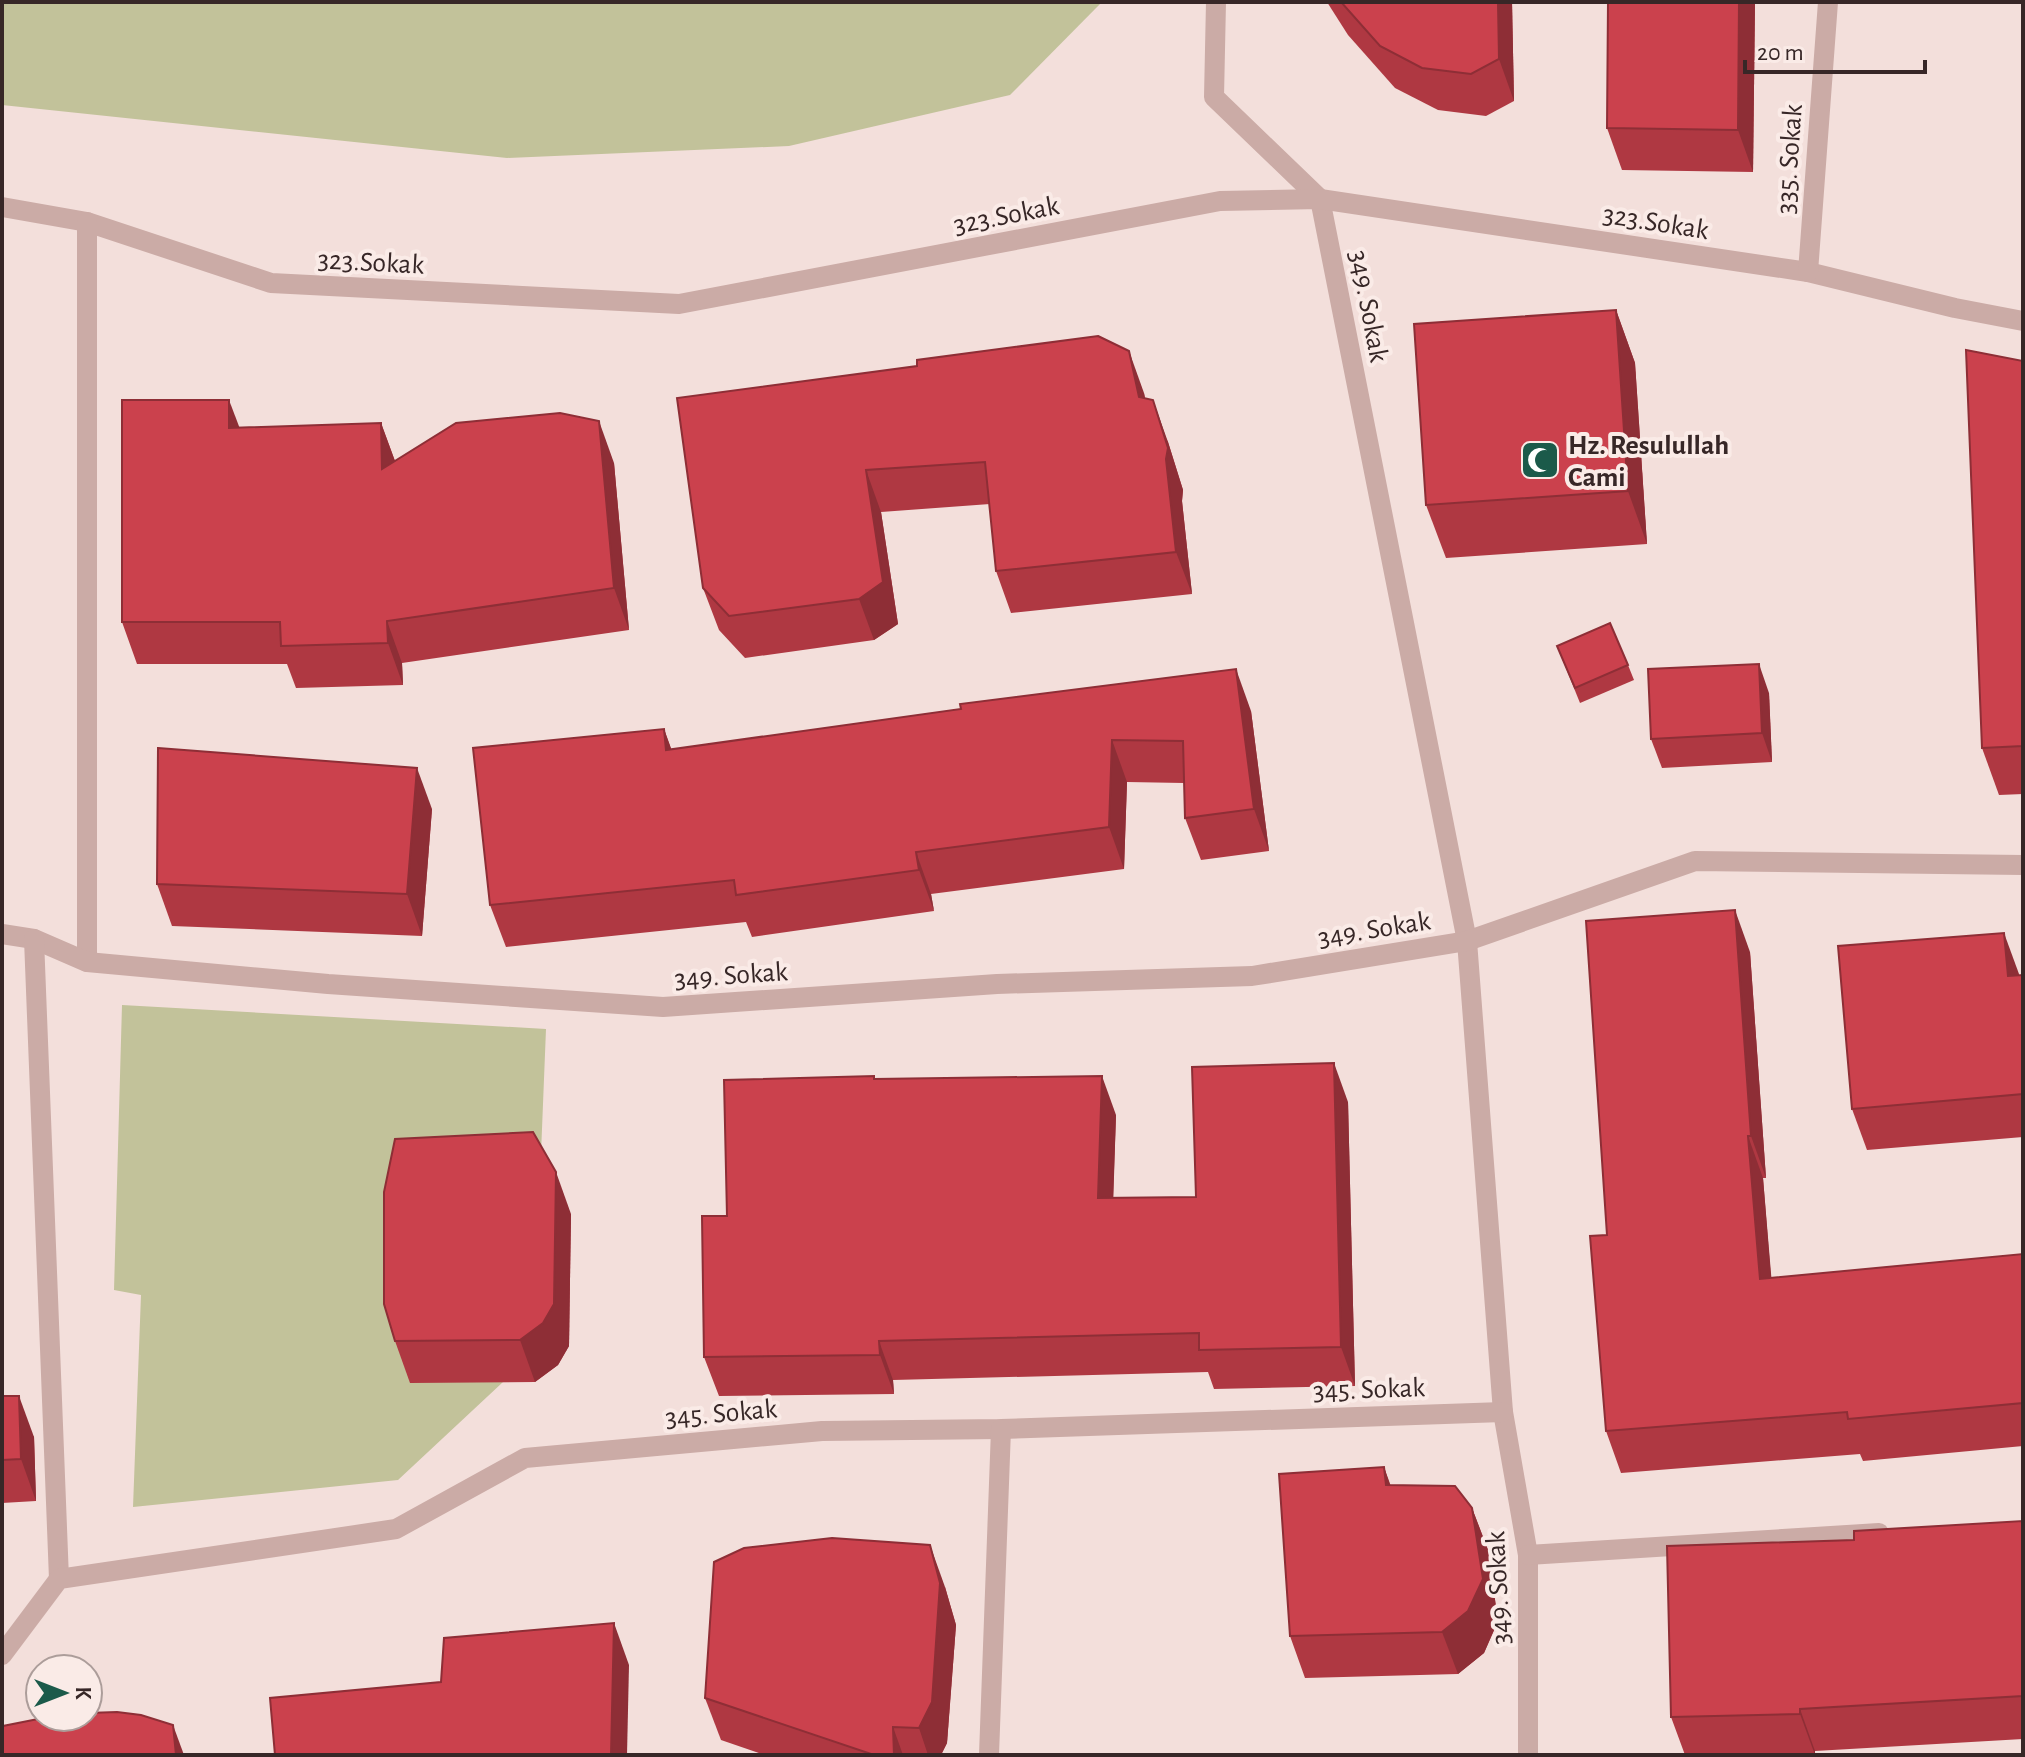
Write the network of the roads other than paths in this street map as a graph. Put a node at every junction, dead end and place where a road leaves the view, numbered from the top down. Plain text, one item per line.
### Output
1 (1216, 2) edge
2 (1828, 2) edge
3 (1320, 199) junction
4 (2, 207) edge
5 (87, 222) junction
6 (1808, 272) junction
7 (2023, 321) edge
8 (2023, 865) edge
9 (2, 934) edge
10 (34, 939) junction
11 (1467, 941) junction
12 (87, 962) junction
13 (1503, 1412) junction
14 (1001, 1429) junction
15 (1895, 1532) edge
16 (1528, 1555) junction
17 (59, 1579) junction
18 (2, 1655) edge
19 (989, 1755) edge
20 (1528, 1755) edge

1 - 3 street
2 - 6 street, 335. Sokak
3 - 5 street, 323.Sokak
3 - 6 street, 323.Sokak
3 - 11 street, 349. Sokak
4 - 5 street, 323.Sokak
5 - 12 street
6 - 7 street, 323.Sokak
8 - 11 street
9 - 10 street, 349. Sokak
10 - 12 street, 349. Sokak
10 - 17 street
11 - 12 street, 349. Sokak
11 - 13 street, 349. Sokak
13 - 14 street, 345. Sokak
13 - 16 street, 349. Sokak
14 - 17 street, 345. Sokak
14 - 19 street
15 - 16 street
16 - 20 street, 349. Sokak
17 - 18 street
★ ★ ★ ★ ★
The whole listing must be transcribed exactly. No pictures belong in the copy.

Write the network of the roads other than paths in this street map as a graph. Put a node at every junction, dead end and place where a road leaves the view, numbered from the top down. Plain text, one item per line.
### Output
1 (1216, 2) edge
2 (1828, 2) edge
3 (1320, 199) junction
4 (2, 207) edge
5 (87, 222) junction
6 (1808, 272) junction
7 (2023, 321) edge
8 (2023, 865) edge
9 (2, 934) edge
10 (34, 939) junction
11 (1467, 941) junction
12 (87, 962) junction
13 (1503, 1412) junction
14 (1001, 1429) junction
15 (1895, 1532) edge
16 (1528, 1555) junction
17 (59, 1579) junction
18 (2, 1655) edge
19 (989, 1755) edge
20 (1528, 1755) edge

1 - 3 street
2 - 6 street, 335. Sokak
3 - 5 street, 323.Sokak
3 - 6 street, 323.Sokak
3 - 11 street, 349. Sokak
4 - 5 street, 323.Sokak
5 - 12 street
6 - 7 street, 323.Sokak
8 - 11 street
9 - 10 street, 349. Sokak
10 - 12 street, 349. Sokak
10 - 17 street
11 - 12 street, 349. Sokak
11 - 13 street, 349. Sokak
13 - 14 street, 345. Sokak
13 - 16 street, 349. Sokak
14 - 17 street, 345. Sokak
14 - 19 street
15 - 16 street
16 - 20 street, 349. Sokak
17 - 18 street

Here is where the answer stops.